§ **Work required**: State the number of lines below in which the word "roads" appears. Nothing else belongs in the answer.

=== Exercise data ===

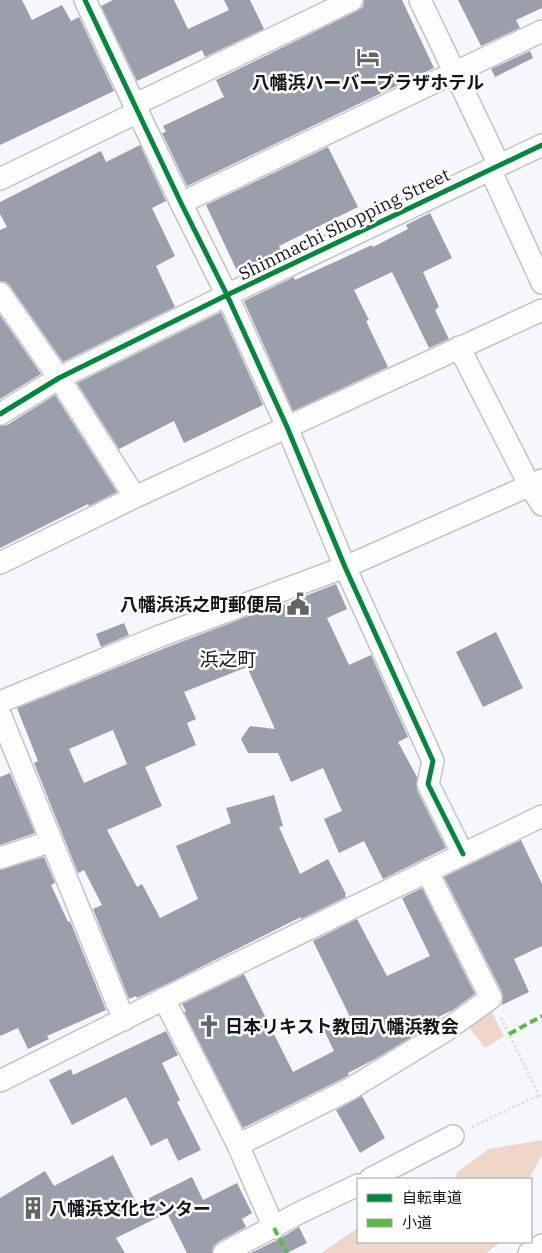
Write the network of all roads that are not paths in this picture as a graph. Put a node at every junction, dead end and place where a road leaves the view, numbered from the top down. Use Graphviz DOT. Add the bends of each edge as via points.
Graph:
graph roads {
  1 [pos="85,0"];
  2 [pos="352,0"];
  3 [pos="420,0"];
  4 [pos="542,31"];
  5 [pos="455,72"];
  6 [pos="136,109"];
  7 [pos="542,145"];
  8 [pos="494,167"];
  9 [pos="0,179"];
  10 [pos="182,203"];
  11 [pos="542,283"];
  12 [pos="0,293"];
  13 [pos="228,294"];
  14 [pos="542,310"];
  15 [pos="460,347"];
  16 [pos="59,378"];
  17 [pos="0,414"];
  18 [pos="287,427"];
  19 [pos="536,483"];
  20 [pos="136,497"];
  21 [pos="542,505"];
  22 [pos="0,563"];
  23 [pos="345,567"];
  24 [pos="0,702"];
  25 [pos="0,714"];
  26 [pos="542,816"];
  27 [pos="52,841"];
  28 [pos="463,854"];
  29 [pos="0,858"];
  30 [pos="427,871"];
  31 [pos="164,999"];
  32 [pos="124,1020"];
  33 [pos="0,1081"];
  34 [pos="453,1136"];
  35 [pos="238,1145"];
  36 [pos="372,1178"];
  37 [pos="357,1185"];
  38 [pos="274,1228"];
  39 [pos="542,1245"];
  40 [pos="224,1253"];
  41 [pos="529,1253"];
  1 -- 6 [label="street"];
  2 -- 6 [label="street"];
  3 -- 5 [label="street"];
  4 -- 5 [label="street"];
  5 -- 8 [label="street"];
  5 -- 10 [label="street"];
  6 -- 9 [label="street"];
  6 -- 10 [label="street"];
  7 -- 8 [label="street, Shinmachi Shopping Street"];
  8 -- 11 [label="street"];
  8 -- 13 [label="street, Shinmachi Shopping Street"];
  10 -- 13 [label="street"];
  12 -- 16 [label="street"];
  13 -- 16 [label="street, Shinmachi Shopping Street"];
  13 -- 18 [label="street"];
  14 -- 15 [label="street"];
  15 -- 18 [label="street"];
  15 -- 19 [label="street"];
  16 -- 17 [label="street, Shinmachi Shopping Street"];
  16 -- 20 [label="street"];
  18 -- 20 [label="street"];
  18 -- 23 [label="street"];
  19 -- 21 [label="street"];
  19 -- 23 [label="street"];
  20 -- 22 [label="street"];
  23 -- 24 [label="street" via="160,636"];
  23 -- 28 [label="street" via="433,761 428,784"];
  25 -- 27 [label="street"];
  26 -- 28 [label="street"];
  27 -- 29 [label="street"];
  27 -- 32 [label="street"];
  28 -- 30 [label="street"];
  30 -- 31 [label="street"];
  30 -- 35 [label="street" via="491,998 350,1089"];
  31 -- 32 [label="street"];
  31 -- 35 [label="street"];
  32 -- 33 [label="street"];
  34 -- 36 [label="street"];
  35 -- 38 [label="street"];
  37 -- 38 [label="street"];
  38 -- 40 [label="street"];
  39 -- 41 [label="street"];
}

===

§ **Your response**: 2